A healthy movement requires a healthy culture of debate. When debate gets heated mistakes will happen and things will be said that should not have been said. In this case, building a healthy culture of debate means recognizing and acknowledging when we've crossed a line. To his credit, Mick did this when he apologized publicly for using the word "idiots" in his original post. I think you owe the same to anarchist-socialists in Ontario and everywhere else.

In solidarity,

Alex
Common Cause Hamilton
(written in a personal capacity).

who is actually sectarian? where is the respectful debate?

Reading this response from Mr. Hamilton to Alex Hundert's article, and having read Mick's original posting, something odd seems to be going on. The whole point of both Mick's and Mr.
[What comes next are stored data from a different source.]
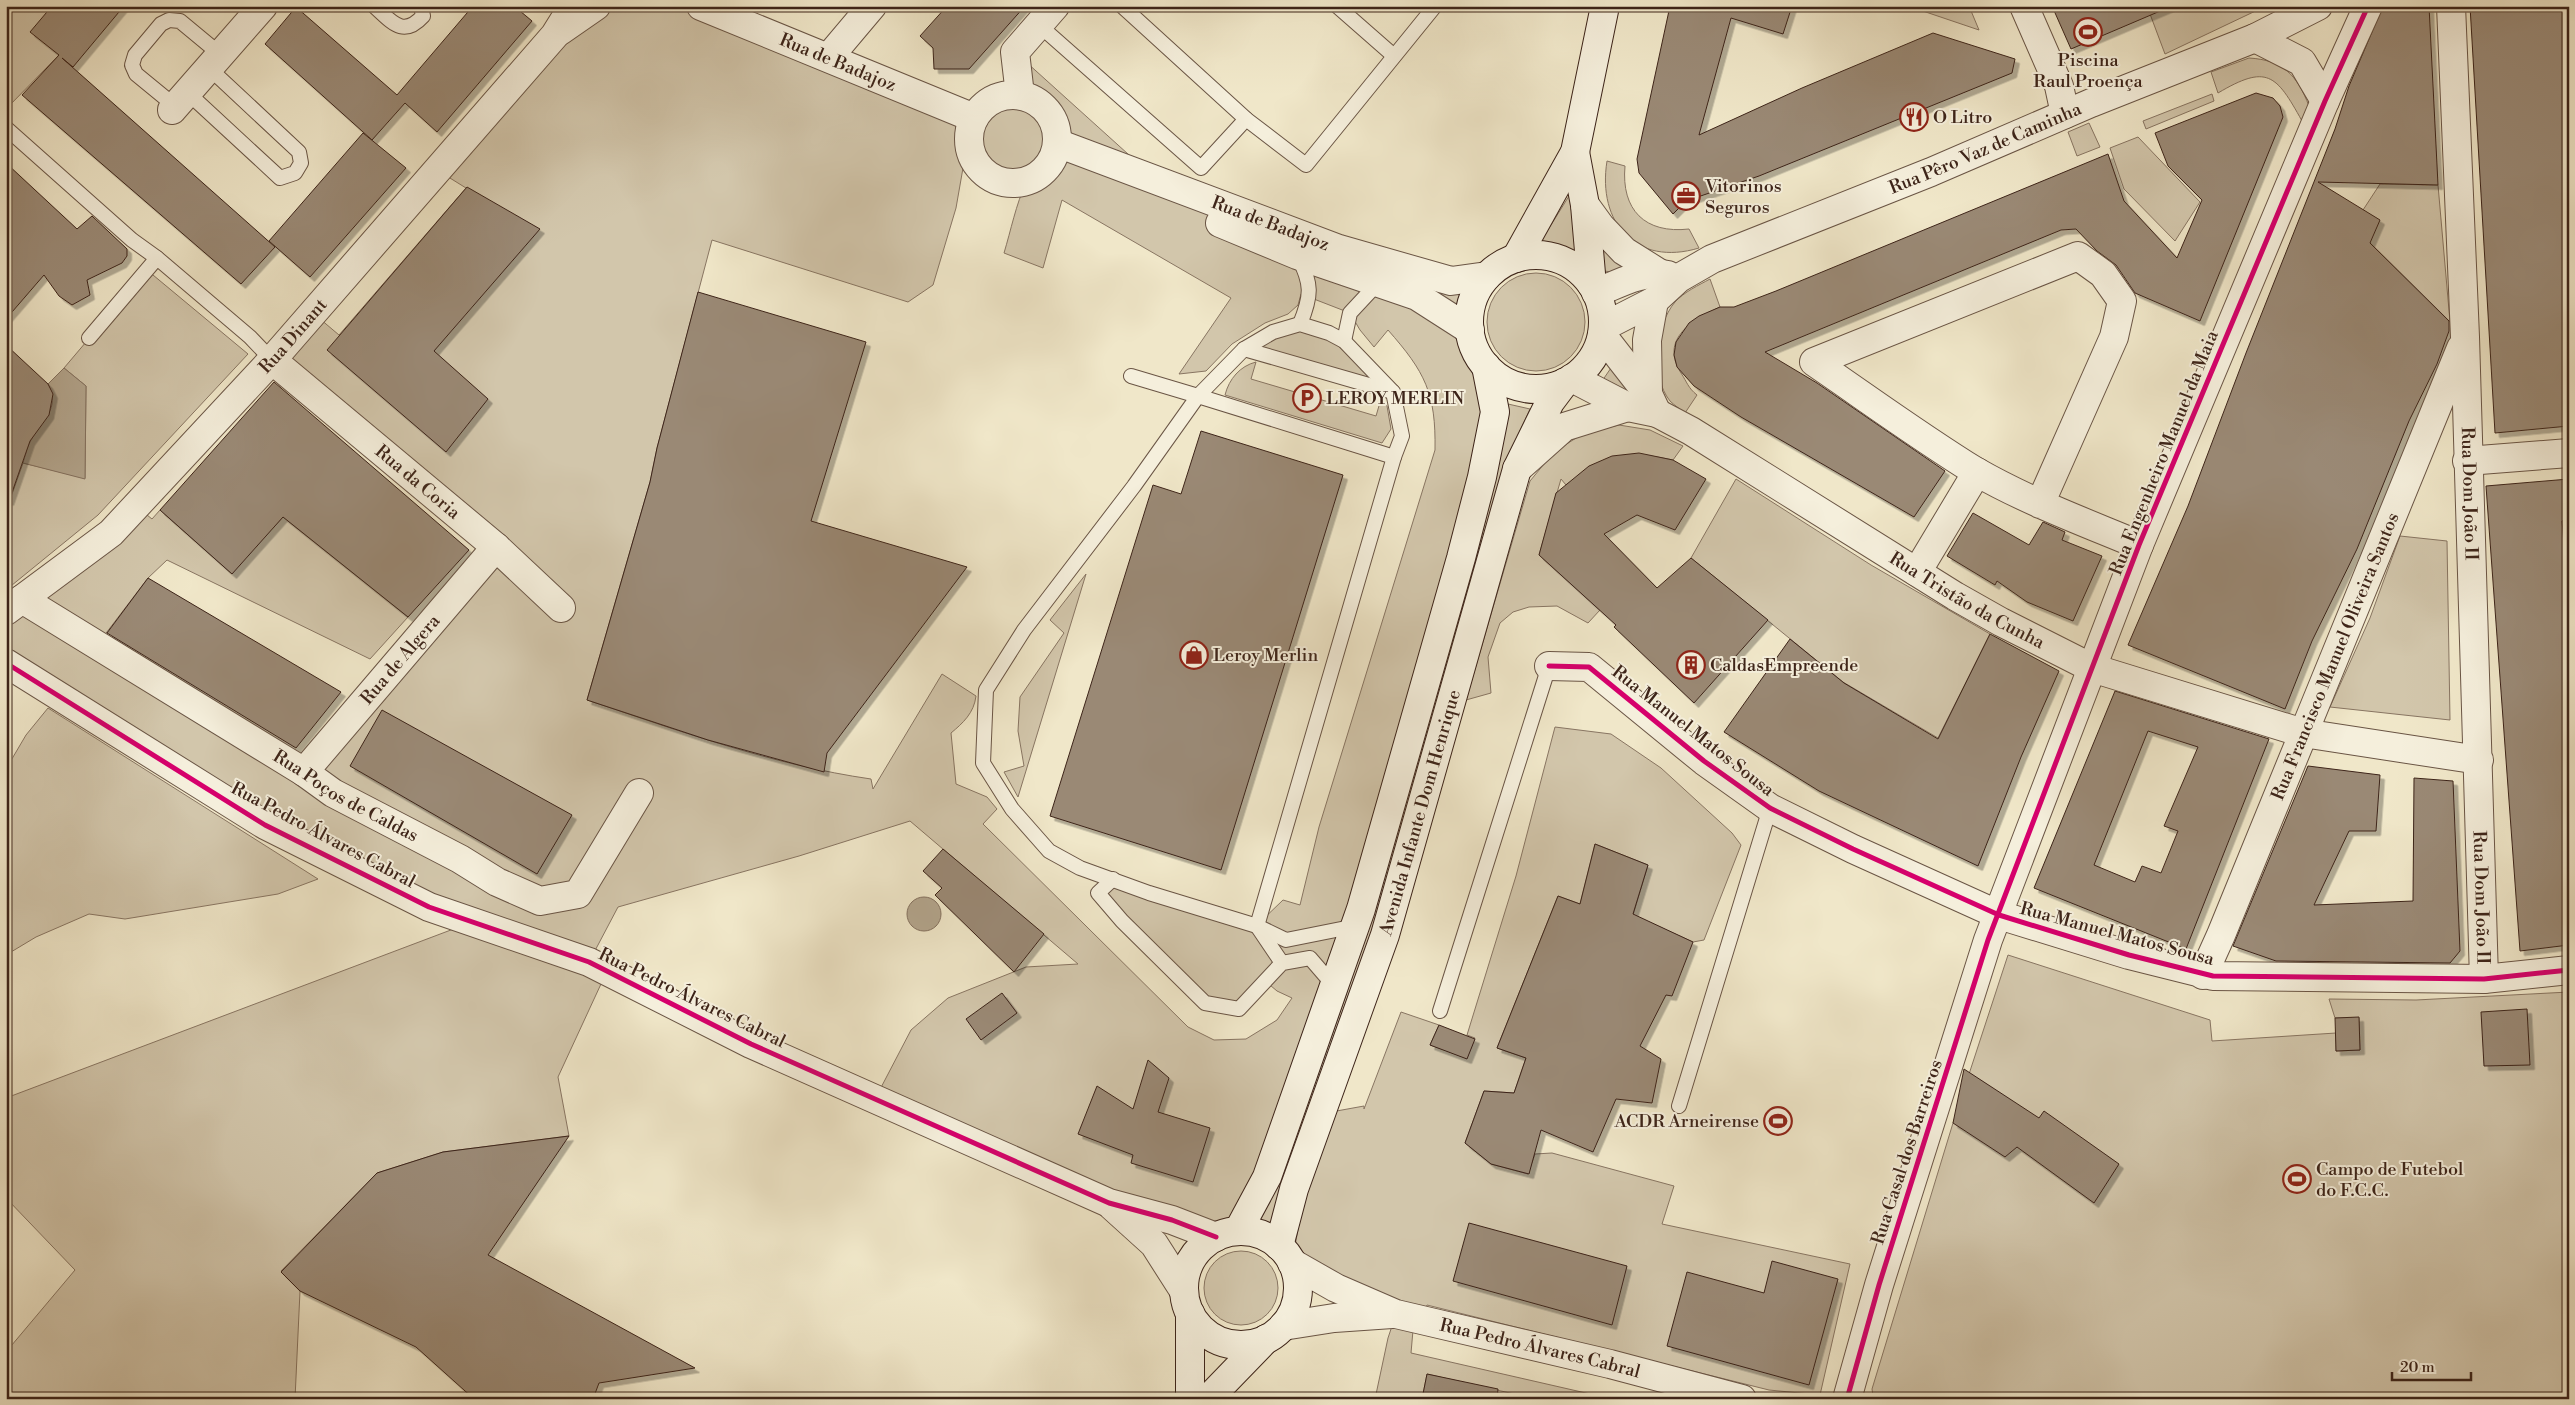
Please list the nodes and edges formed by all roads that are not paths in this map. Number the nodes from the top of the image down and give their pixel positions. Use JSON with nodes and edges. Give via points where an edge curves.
{"nodes":[{"id":1,"x":264,"y":6,"type":"edge"},
{"id":2,"x":374,"y":6,"type":"edge"},
{"id":3,"x":421,"y":6,"type":"edge"},
{"id":4,"x":572,"y":6,"type":"edge"},
{"id":5,"x":596,"y":6,"type":"edge"},
{"id":6,"x":701,"y":6,"type":"edge"},
{"id":7,"x":872,"y":6,"type":"edge"},
{"id":8,"x":1122,"y":6,"type":"edge"},
{"id":9,"x":1337,"y":6,"type":"edge"},
{"id":10,"x":1434,"y":6,"type":"edge"},
{"id":11,"x":1605,"y":6,"type":"edge"},
{"id":12,"x":2024,"y":6,"type":"edge"},
{"id":13,"x":2318,"y":6,"type":"edge"},
{"id":14,"x":2368,"y":6,"type":"edge"},
{"id":15,"x":2451,"y":6,"type":"edge"},
{"id":16,"x":1047,"y":15,"type":"edge"},
{"id":17,"x":555,"y":35,"type":"junction"},
{"id":18,"x":2255,"y":38,"type":"junction"},
{"id":19,"x":1394,"y":56,"type":"junction"},
{"id":20,"x":828,"y":57,"type":"junction"},
{"id":21,"x":215,"y":61,"type":"junction"},
{"id":22,"x":1020,"y":95,"type":"junction"},
{"id":23,"x":2325,"y":101,"type":"junction"},
{"id":24,"x":178,"y":103,"type":"junction"},
{"id":25,"x":2065,"y":114,"type":"junction"},
{"id":26,"x":974,"y":118,"type":"junction"},
{"id":27,"x":1246,"y":118,"type":"junction"},
{"id":28,"x":6,"y":128,"type":"edge"},
{"id":29,"x":1055,"y":149,"type":"junction"},
{"id":30,"x":1575,"y":152,"type":"junction"},
{"id":31,"x":1585,"y":204,"type":"junction"},
{"id":32,"x":1297,"y":255,"type":"junction"},
{"id":33,"x":158,"y":258,"type":"junction"},
{"id":34,"x":1516,"y":258,"type":"junction"},
{"id":35,"x":1669,"y":275,"type":"junction"},
{"id":36,"x":1488,"y":276,"type":"junction"},
{"id":37,"x":1376,"y":284,"type":"junction"},
{"id":38,"x":1594,"y":289,"type":"junction"},
{"id":39,"x":1654,"y":301,"type":"junction"},
{"id":40,"x":1300,"y":324,"type":"junction"},
{"id":41,"x":1470,"y":330,"type":"junction"},
{"id":42,"x":1602,"y":331,"type":"junction"},
{"id":43,"x":89,"y":338,"type":"dead end"},
{"id":44,"x":2465,"y":338,"type":"junction"},
{"id":45,"x":1344,"y":341,"type":"junction"},
{"id":46,"x":1244,"y":349,"type":"junction"},
{"id":47,"x":272,"y":360,"type":"junction"},
{"id":48,"x":1486,"y":366,"type":"junction"},
{"id":49,"x":1131,"y":376,"type":"dead end"},
{"id":50,"x":1568,"y":380,"type":"junction"},
{"id":51,"x":1393,"y":392,"type":"junction"},
{"id":52,"x":1198,"y":396,"type":"junction"},
{"id":53,"x":1644,"y":405,"type":"junction"},
{"id":54,"x":2569,"y":453,"type":"edge"},
{"id":55,"x":1394,"y":457,"type":"junction"},
{"id":56,"x":2467,"y":461,"type":"junction"},
{"id":57,"x":1517,"y":470,"type":"junction"},
{"id":58,"x":1977,"y":472,"type":"junction"},
{"id":59,"x":2040,"y":504,"type":"junction"},
{"id":60,"x":2139,"y":545,"type":"junction"},
{"id":61,"x":496,"y":547,"type":"junction"},
{"id":62,"x":1917,"y":572,"type":"junction"},
{"id":63,"x":14,"y":605,"type":"edge"},
{"id":64,"x":560,"y":608,"type":"dead end"},
{"id":65,"x":6,"y":663,"type":"edge"},
{"id":66,"x":1550,"y":666,"type":"joint"},
{"id":67,"x":2092,"y":668,"type":"junction"},
{"id":68,"x":2303,"y":733,"type":"junction"},
{"id":69,"x":2479,"y":760,"type":"junction"},
{"id":70,"x":304,"y":772,"type":"junction"},
{"id":71,"x":638,"y":793,"type":"dead end"},
{"id":72,"x":1770,"y":808,"type":"junction"},
{"id":73,"x":1112,"y":880,"type":"junction"},
{"id":74,"x":1999,"y":915,"type":"junction"},
{"id":75,"x":1256,"y":926,"type":"junction"},
{"id":76,"x":1356,"y":926,"type":"junction"},
{"id":77,"x":1282,"y":963,"type":"junction"},
{"id":78,"x":2569,"y":970,"type":"edge"},
{"id":79,"x":2203,"y":975,"type":"junction"},
{"id":80,"x":2484,"y":979,"type":"junction"},
{"id":81,"x":1335,"y":987,"type":"junction"},
{"id":82,"x":1440,"y":1011,"type":"dead end"},
{"id":83,"x":1679,"y":1106,"type":"dead end"},
{"id":84,"x":1110,"y":1203,"type":"junction"},
{"id":85,"x":1227,"y":1234,"type":"junction"},
{"id":86,"x":1285,"y":1254,"type":"junction"},
{"id":87,"x":1187,"y":1302,"type":"junction"},
{"id":88,"x":1396,"y":1314,"type":"junction"},
{"id":89,"x":1274,"y":1333,"type":"junction"},
{"id":90,"x":1190,"y":1399,"type":"edge"},
{"id":91,"x":1208,"y":1399,"type":"edge"},
{"id":92,"x":1742,"y":1399,"type":"edge"},
{"id":93,"x":1847,"y":1399,"type":"edge"}],
"edges":[{"from":1,"to":21,"type":"street"},
{"from":2,"to":3,"type":"lane","via":[[396,26],[406,28],[423,16]]},
{"from":4,"to":17,"type":"street"},
{"from":5,"to":17,"type":"street"},
{"from":6,"to":20,"type":"street","name":"Rua de Badajoz"},
{"from":7,"to":20,"type":"street"},
{"from":8,"to":27,"type":"lane"},
{"from":9,"to":19,"type":"lane"},
{"from":10,"to":19,"type":"lane"},
{"from":11,"to":30,"type":"street"},
{"from":12,"to":25,"type":"street","via":[[2059,86]]},
{"from":13,"to":18,"type":"street","name":"Rua Pêro Vaz de Caminha"},
{"from":14,"to":23,"type":"street","name":"Rua Engenheiro Manuel da Maia"},
{"from":15,"to":44,"type":"street","name":"Rua Dom João II"},
{"from":16,"to":22,"type":"street","via":[[1015,52]]},
{"from":16,"to":27,"type":"lane","via":[[1201,168]]},
{"from":17,"to":47,"type":"street","name":"Rua Dinant"},
{"from":18,"to":23,"type":"street","via":[[2302,62]]},
{"from":18,"to":25,"type":"street","name":"Rua Pêro Vaz de Caminha"},
{"from":19,"to":27,"type":"lane","via":[[1306,165]]},
{"from":20,"to":26,"type":"street","name":"Rua de Badajoz"},
{"from":21,"to":24,"type":"street"},
{"from":21,"to":24,"type":"lane","via":[[180,21],[169,20],[161,24],[135,55],[132,65],[136,74]]},
{"from":21,"to":24,"type":"lane","via":[[299,152],[301,163],[295,173],[280,178]]},
{"from":22,"to":26,"type":"street","via":[[989,101]]},
{"from":22,"to":29,"type":"street","via":[[1035,100],[1047,111],[1055,126]]},
{"from":23,"to":60,"type":"street","name":"Rua Engenheiro Manuel da Maia"},
{"from":25,"to":35,"type":"street","name":"Rua Pêro Vaz de Caminha","via":[[1931,172]]},
{"from":26,"to":29,"type":"street","via":[[969,147],[975,162],[990,177],[1005,182],[1027,181],[1048,166]]},
{"from":28,"to":33,"type":"lane","via":[[132,240]]},
{"from":29,"to":32,"type":"street"},
{"from":29,"to":36,"type":"street","name":"Rua de Badajoz","via":[[1349,252],[1451,281]]},
{"from":30,"to":31,"type":"street"},
{"from":30,"to":34,"type":"street"},
{"from":31,"to":35,"type":"street","via":[[1624,251]]},
{"from":31,"to":38,"type":"street"},
{"from":32,"to":37,"type":"street"},
{"from":32,"to":40,"type":"lane","via":[[1308,275],[1310,299]]},
{"from":33,"to":43,"type":"lane"},
{"from":33,"to":47,"type":"lane"},
{"from":34,"to":36,"type":"street","via":[[1503,263]]},
{"from":34,"to":38,"type":"street","via":[[1529,255],[1567,262],[1581,272]]},
{"from":35,"to":38,"type":"street","via":[[1626,280]]},
{"from":35,"to":39,"type":"street"},
{"from":36,"to":41,"type":"street","via":[[1476,292]]},
{"from":37,"to":41,"type":"street","via":[[1425,300]]},
{"from":37,"to":45,"type":"lane","via":[[1350,313]]},
{"from":38,"to":42,"type":"street","via":[[1602,314]]},
{"from":39,"to":42,"type":"street"},
{"from":39,"to":53,"type":"street","via":[[1647,340]]},
{"from":40,"to":45,"type":"lane"},
{"from":40,"to":46,"type":"lane","via":[[1273,332]]},
{"from":41,"to":48,"type":"street","via":[[1478,355]]},
{"from":42,"to":50,"type":"street","via":[[1589,363]]},
{"from":42,"to":53,"type":"street"},
{"from":44,"to":56,"type":"street","name":"Rua Dom João II"},
{"from":44,"to":68,"type":"street","name":"Rua Francisco Manuel Oliveira Santos"},
{"from":45,"to":51,"type":"lane"},
{"from":46,"to":51,"type":"lane"},
{"from":46,"to":52,"type":"lane"},
{"from":47,"to":61,"type":"street","name":"Rua da Coria"},
{"from":47,"to":63,"type":"street","name":"Rua Dinant","via":[[111,533]]},
{"from":48,"to":50,"type":"street","via":[[1496,375],[1519,386],[1548,388]]},
{"from":48,"to":76,"type":"street","name":"Avenida Infante Dom Henrique","via":[[1495,412],[1482,477]]},
{"from":49,"to":52,"type":"lane"},
{"from":50,"to":53,"type":"street","name":"Rua Tristão da Cunha"},
{"from":50,"to":57,"type":"street","name":"Avenida Infante Dom Henrique","via":[[1550,402]]},
{"from":51,"to":55,"type":"lane","via":[[1402,436]]},
{"from":52,"to":55,"type":"lane"},
{"from":52,"to":73,"type":"lane","via":[[1024,630],[986,690],[983,763],[1012,809],[1049,851]]},
{"from":53,"to":57,"type":"street","via":[[1564,427]]},
{"from":53,"to":62,"type":"street","name":"Rua Tristão da Cunha","via":[[1691,430]]},
{"from":54,"to":56,"type":"street"},
{"from":55,"to":75,"type":"lane"},
{"from":56,"to":69,"type":"street","name":"Rua Dom João II"},
{"from":57,"to":86,"type":"street","name":"Avenida Infante Dom Henrique","via":[[1385,936],[1294,1189]]},
{"from":58,"to":59,"type":"street"},
{"from":58,"to":59,"type":"street","via":[[1814,362],[2078,256],[2103,274],[2122,301],[2114,337]]},
{"from":58,"to":62,"type":"street"},
{"from":59,"to":60,"type":"street"},
{"from":60,"to":67,"type":"street","name":"Rua Engenheiro Manuel da Maia"},
{"from":61,"to":64,"type":"street","name":"Rua da Coria"},
{"from":61,"to":70,"type":"street","name":"Rua de Algera"},
{"from":62,"to":67,"type":"street","name":"Rua Tristão da Cunha","via":[[2001,622]]},
{"from":63,"to":70,"type":"street","name":"Rua Poços de Caldas"},
{"from":65,"to":84,"type":"street","name":"Rua Pedro Álvares Cabral","via":[[265,825],[429,907],[589,962],[751,1044]]},
{"from":66,"to":72,"type":"street","name":"Rua Manuel Matos Sousa","via":[[1589,667],[1704,761]]},
{"from":66,"to":82,"type":"lane"},
{"from":67,"to":68,"type":"street","name":"Rua Tristão da Cunha"},
{"from":67,"to":74,"type":"street","name":"Rua Engenheiro Manuel da Maia"},
{"from":68,"to":69,"type":"street","name":"Rua Tristão da Cunha"},
{"from":68,"to":79,"type":"street","name":"Rua Francisco Manuel Oliveira Santos"},
{"from":69,"to":80,"type":"street","name":"Rua Dom João II"},
{"from":70,"to":71,"type":"street","name":"Rua Poços de Caldas","via":[[333,793],[498,882],[540,901],[578,894]]},
{"from":72,"to":74,"type":"street","name":"Rua Manuel Matos Sousa"},
{"from":72,"to":83,"type":"lane"},
{"from":73,"to":75,"type":"lane"},
{"from":73,"to":77,"type":"lane","via":[[1098,893],[1205,1003],[1239,1009]]},
{"from":74,"to":79,"type":"street","name":"Rua Manuel Matos Sousa"},
{"from":74,"to":93,"type":"street","name":"Rua Casal dos Barreiros","via":[[1988,940],[1878,1285]]},
{"from":75,"to":76,"type":"lane","via":[[1286,940]]},
{"from":75,"to":77,"type":"lane"},
{"from":76,"to":81,"type":"street","name":"Avenida Infante Dom Henrique"},
{"from":77,"to":81,"type":"lane","via":[[1310,958]]},
{"from":78,"to":80,"type":"street","name":"Rua Manuel Matos Sousa"},
{"from":79,"to":80,"type":"street","name":"Rua Manuel Matos Sousa"},
{"from":81,"to":85,"type":"street","name":"Avenida Infante Dom Henrique","via":[[1267,1177]]},
{"from":84,"to":85,"type":"street"},
{"from":84,"to":87,"type":"street","via":[[1154,1244]]},
{"from":85,"to":86,"type":"street","via":[[1259,1234]]},
{"from":85,"to":87,"type":"street","via":[[1206,1243],[1192,1260],[1187,1270]]},
{"from":86,"to":88,"type":"street","via":[[1336,1288]]},
{"from":86,"to":89,"type":"street","via":[[1296,1274],[1297,1296],[1294,1307]]},
{"from":87,"to":89,"type":"street","via":[[1203,1331],[1222,1342],[1244,1345]]},
{"from":87,"to":90,"type":"street"},
{"from":88,"to":89,"type":"street","via":[[1334,1318]]},
{"from":88,"to":92,"type":"street","name":"Rua Pedro Álvares Cabral"},
{"from":89,"to":91,"type":"street"}]}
Hamilton's postings seem to be to illegitimize other anarchists' thoughts and actions while at the same time calling for "respectful debate" and talking about building a "mass movement". I'm no expert on Anarchism, but I know that calling comrades "Idiots" or "Ignorant" is no way to foster "respectful debate". I also know that building a mass movement will never work when those with power within the movement throw wild jabs from the sidelines at those on the ground actually fighting for change.

[False statements removed - Moderator]

JonahH | Wed, 03/10/2010 - 22:27

I really don't understand

I really don't understand why respectful debate is being called for by the same party that threw "idiots" out on the table first. It just seems like a sort of strange request to follow with. From what I have seen and heard, Common Cause has consistently pushed people away or lambasted them for their apparent ideological impurity or "synthesism". Members at the London branch experienced this first hand and if that is business as usual then maybe reconsider the mass movement potential of this kind of organization.